O sistema será composto por três módulos. O Pardal Móvel será um aplicativo gratuito para smartphones e tablets, disponível nas plataformas Google Play e App Store.

Pardal ADM

Já o Pardal ADM será utilizado exclusivamente pela Justiça Eleitoral para gerenciar as denúncias recebidas, enquanto o Pardal Web permitirá o acompanhamento de estatísticas dos registros.

Para utilizar o aplicativo, será necessário fazer a autenticação por meio do e-Título ou da plataforma Gov.br. Apesar da identificação obrigatória, a identidade da pessoa denunciante permanecerá protegida por sigilo, independentemente da forma de acesso escolhida.

Ao registrar uma denúncia, o usuário deverá descrever a suposta irregularidade. Um agente automatizado fará uma classificação preliminar entre propaganda eleitoral irregular na internet e outras formas de propaganda irregular.

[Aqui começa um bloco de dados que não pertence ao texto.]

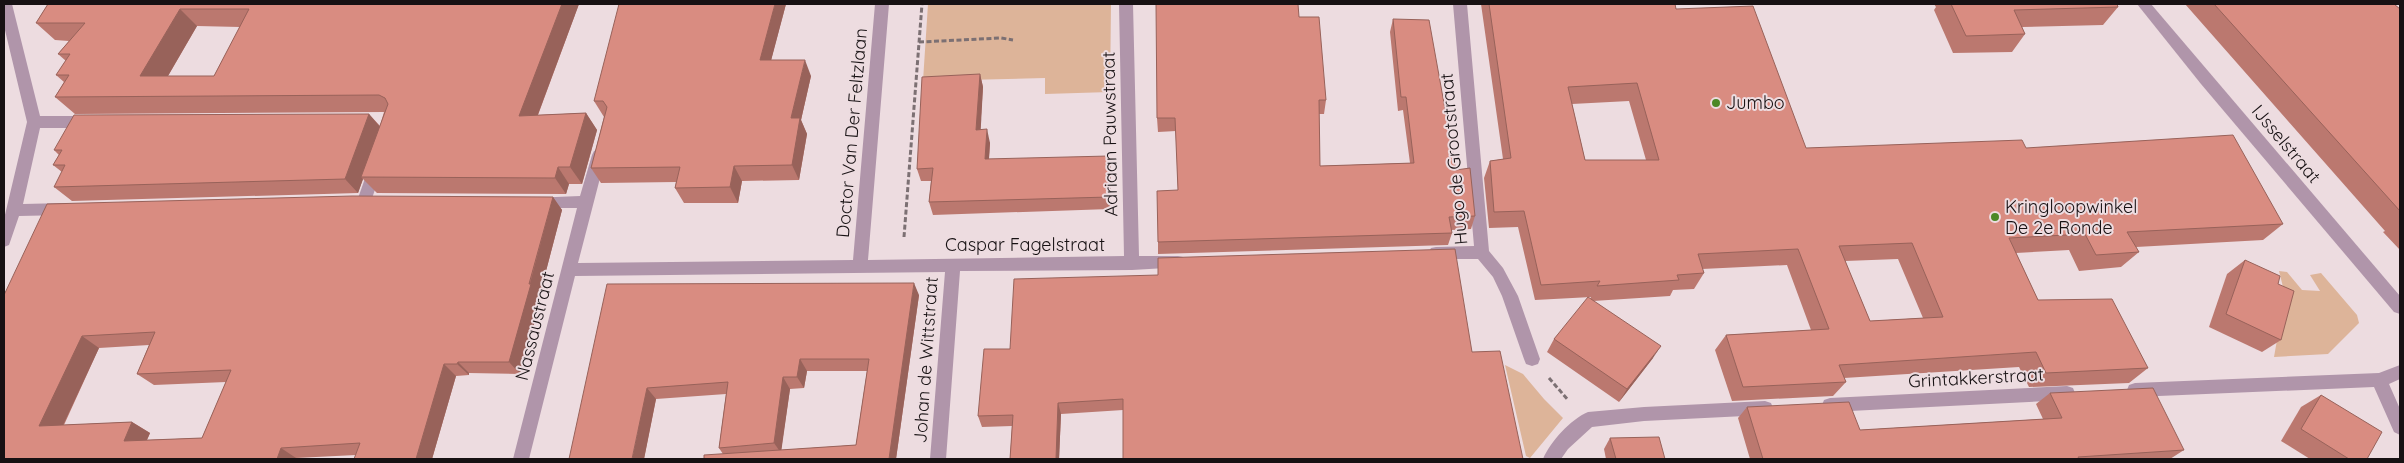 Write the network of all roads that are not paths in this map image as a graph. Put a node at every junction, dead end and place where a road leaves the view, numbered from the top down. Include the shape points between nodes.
1 (5, 4) edge
2 (882, 4) edge
3 (1126, 4) edge
4 (1460, 4) edge
5 (2144, 4) edge
6 (34, 122) junction
7 (104, 122) edge
8 (603, 140) edge
9 (380, 156) edge
10 (383, 201) edge
11 (519, 202) edge
12 (586, 202) junction
13 (84, 208) edge
14 (14, 210) junction
15 (4, 241) edge
16 (1482, 252) junction
17 (1424, 254) edge
18 (1190, 262) edge
19 (953, 264) junction
20 (1132, 264) junction
21 (860, 265) junction
22 (568, 270) junction
23 (2400, 307) edge
24 (1532, 359) road end
25 (2400, 372) edge
26 (2378, 380) junction
27 (2118, 391) edge
28 (2078, 393) edge
29 (1812, 406) edge
30 (1782, 407) edge
31 (2400, 427) edge
32 (521, 459) edge
33 (938, 459) edge
34 (1551, 459) edge

1 - 6 street
2 - 21 street, Doctor Van Der Feltzlaan
3 - 20 street, Adriaan Pauwstraat
4 - 16 street, Hugo de Grootstraat
5 - 23 street, IJsselstraat
6 - 7 street
6 - 14 street
8 - 12 street, Nassaustraat
9 - 10 street via 359,201
11 - 12 street
12 - 22 street, Nassaustraat
13 - 14 street
14 - 15 street
16 - 17 street
16 - 24 street, Hugo de Grootstraat via 1499,273 1514,302
18 - 20 street, Caspar Fagelstraat
19 - 20 street, Caspar Fagelstraat
19 - 21 street, Caspar Fagelstraat
19 - 33 street, Johan de Wittstraat
21 - 22 street, Caspar Fagelstraat
22 - 32 street, Nassaustraat
25 - 26 street
26 - 27 street
26 - 31 street
28 - 29 street, Grintakkerstraat
30 - 34 street via 1588,420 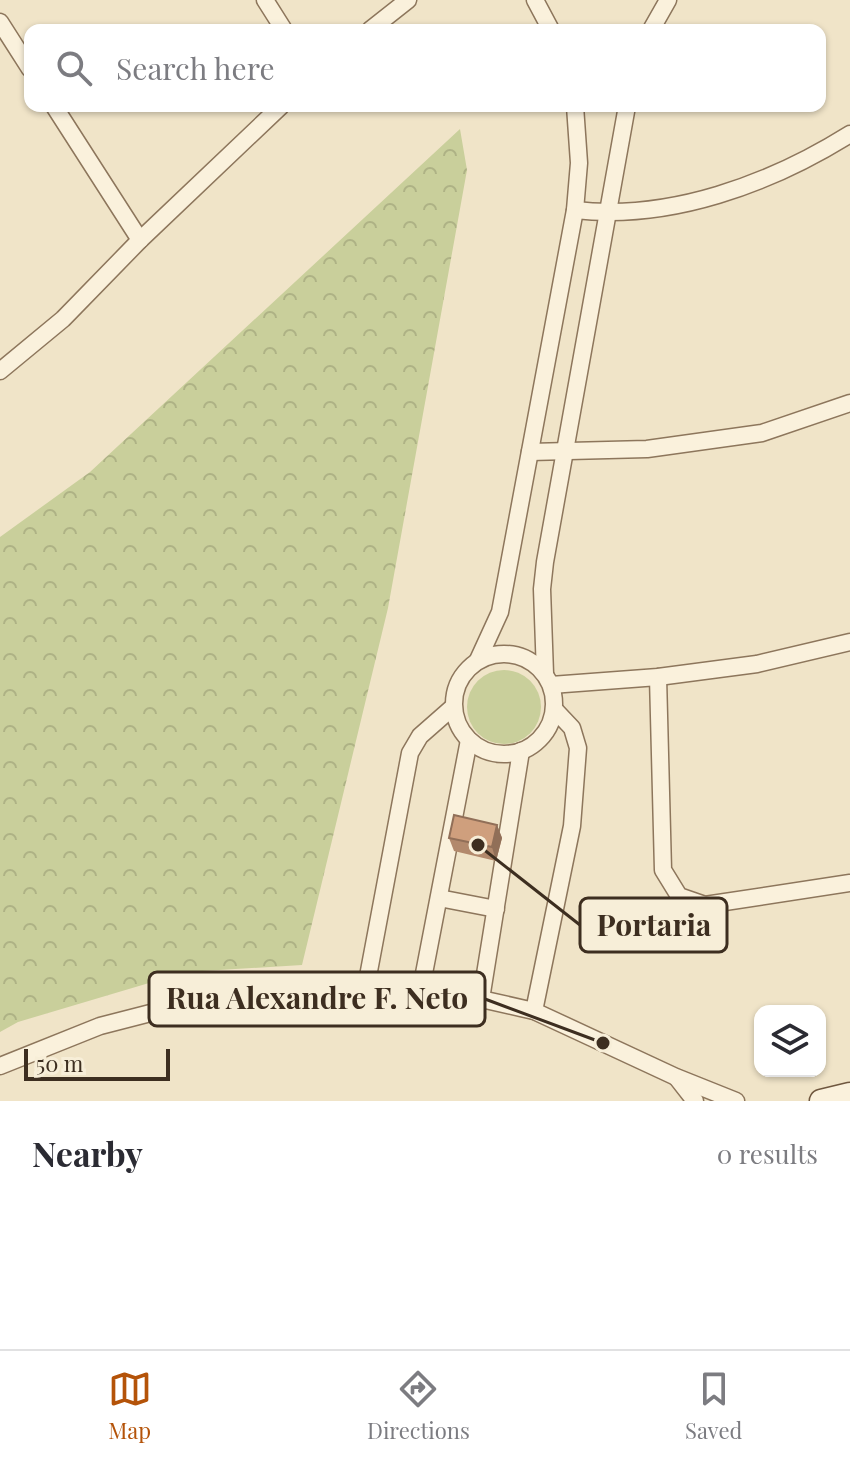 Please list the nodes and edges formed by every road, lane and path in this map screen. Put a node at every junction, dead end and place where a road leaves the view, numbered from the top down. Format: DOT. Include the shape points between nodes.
graph roads {
  1 [pos="265,0"];
  2 [pos="408,0"];
  3 [pos="535,0"];
  4 [pos="668,0"];
  5 [pos="0,22"];
  6 [pos="280,24"];
  7 [pos="378,24"];
  8 [pos="548,24"];
  9 [pos="654,24"];
  10 [pos="24,60"];
  11 [pos="58,112"];
  12 [pos="275,112"];
  13 [pos="575,112"];
  14 [pos="626,112"];
  15 [pos="850,134"];
  16 [pos="575,210"];
  17 [pos="607,214"];
  18 [pos="140,240"];
  19 [pos="0,371"];
  20 [pos="850,403"];
  21 [pos="530,452"];
  22 [pos="565,452"];
  23 [pos="850,642"];
  24 [pos="478,660"];
  25 [pos="658,677"];
  26 [pos="548,680"];
  27 [pos="453,707"];
  28 [pos="555,710"];
  29 [pos="469,740"];
  30 [pos="521,751"];
  31 [pos="850,883"];
  32 [pos="439,898"];
  33 [pos="496,909"];
  34 [pos="366,987"];
  35 [pos="421,989"];
  36 [pos="481,999"];
  37 [pos="534,1011"];
  38 [pos="0,1066"];
  39 [pos="676,1077"];
  40 [pos="850,1094"];
  41 [pos="695,1101"];
  42 [pos="736,1101"];
  43 [pos="821,1101"];
  1 -- 6 [label="street"];
  2 -- 7 [label="street"];
  3 -- 8 [label="street"];
  4 -- 9 [label="street"];
  5 -- 10 [label="street"];
  11 -- 18 [label="street"];
  12 -- 18 [label="street"];
  13 -- 16 [label="street"];
  14 -- 17 [label="street"];
  15 -- 17 [label="street" via="746,185 695,202"];
  16 -- 17 [label="street"];
  16 -- 21 [label="street"];
  17 -- 22 [label="street"];
  18 -- 19 [label="street" via="63,319"];
  20 -- 22 [label="street" via="762,433 647,449"];
  21 -- 22 [label="street"];
  21 -- 24 [label="street" via="500,612"];
  22 -- 26 [label="street" via="542,589"];
  23 -- 25 [label="street" via="757,664"];
  24 -- 26 [label="street" via="515,654 532,661"];
  24 -- 27 [label="street" via="464,673"];
  25 -- 26 [label="street"];
  25 -- 31 [label="street" via="663,870 679,896 705,905"];
  26 -- 28 [label="street"];
  27 -- 29 [label="street"];
  27 -- 34 [label="street" via="420,736 410,753"];
  28 -- 30 [label="street" via="543,735"];
  28 -- 37 [label="street" via="572,728 578,748 572,826"];
  29 -- 30 [label="street" via="494,753"];
  29 -- 32 [label="street"];
  30 -- 33 [label="street"];
  32 -- 33 [label="street"];
  32 -- 35 [label="street"];
  33 -- 36 [label="street"];
  34 -- 35 [label="street"];
  34 -- 38 [label="street" via="205,999 100,1026"];
  35 -- 36 [label="street"];
  36 -- 37 [label="street"];
  37 -- 39 [label="street"];
  39 -- 41 [label="street"];
  39 -- 42 [label="street"];
  40 -- 43 [label="street"];
}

Antes do preenchimento das informações complementares, o sistema exibirá orientações sobre o que é permitido ou proibido pela legislação eleitoral, medida que busca reduzir o número de denúncias equivocadas.

A classificação sugerida poderá ser alterada pelo próprio denunciante. Também será possível anexar fotos, vídeos, áudios e links relacionados ao caso. Após o envio, o sistema emitirá um número de protocolo para acompanhamento da denúncia, que poderá ser consultada pelo aplicativo ou por um link enviado ao e-mail informado. A portaria prevê ainda que denúncias fora do escopo do Pardal sejam direcionadas aos canais competentes.

Casos relacionados à desinformação eleitoral serão encaminhados ao Sistema de Alertas de Desinformação Eleitoral (Siade), enquanto denúncias sobre crimes eleitorais e outros ilícitos deverão ser enviadas aos canais eletrônicos do Ministério Público Eleitoral (MPE) de cada estado.

No ambiente interno da Justiça Eleitoral, o Pardal ADM permitirá que TREs e juízos eleitorais façam a gestão das denúncias por diferentes perfis de acesso, como administrador, triagem, cartório e consulta.

O sistema também possibilitará o encaminhamento automático das ocorrências às zonas eleitorais competentes, conforme critérios como município, categoria da denúncia ou equipe responsável pela análise.

Outra novidade é a possibilidade de envio de notificações eletrônicas a candidatas, candidatos, partidos, federações e coligações mencionados nas denúncias para apresentação de esclarecimentos ou comprovação da regularização da situação.

Além disso, as ocorrências poderão ser autuadas diretamente no Processo Judicial Eletrônico (PJe), na classe processual Notícia de Irregularidade de Propaganda Eleitoral (Nipe), o que deve dar mais rapidez ao tratamento dos casos pela Justiça Eleitoral.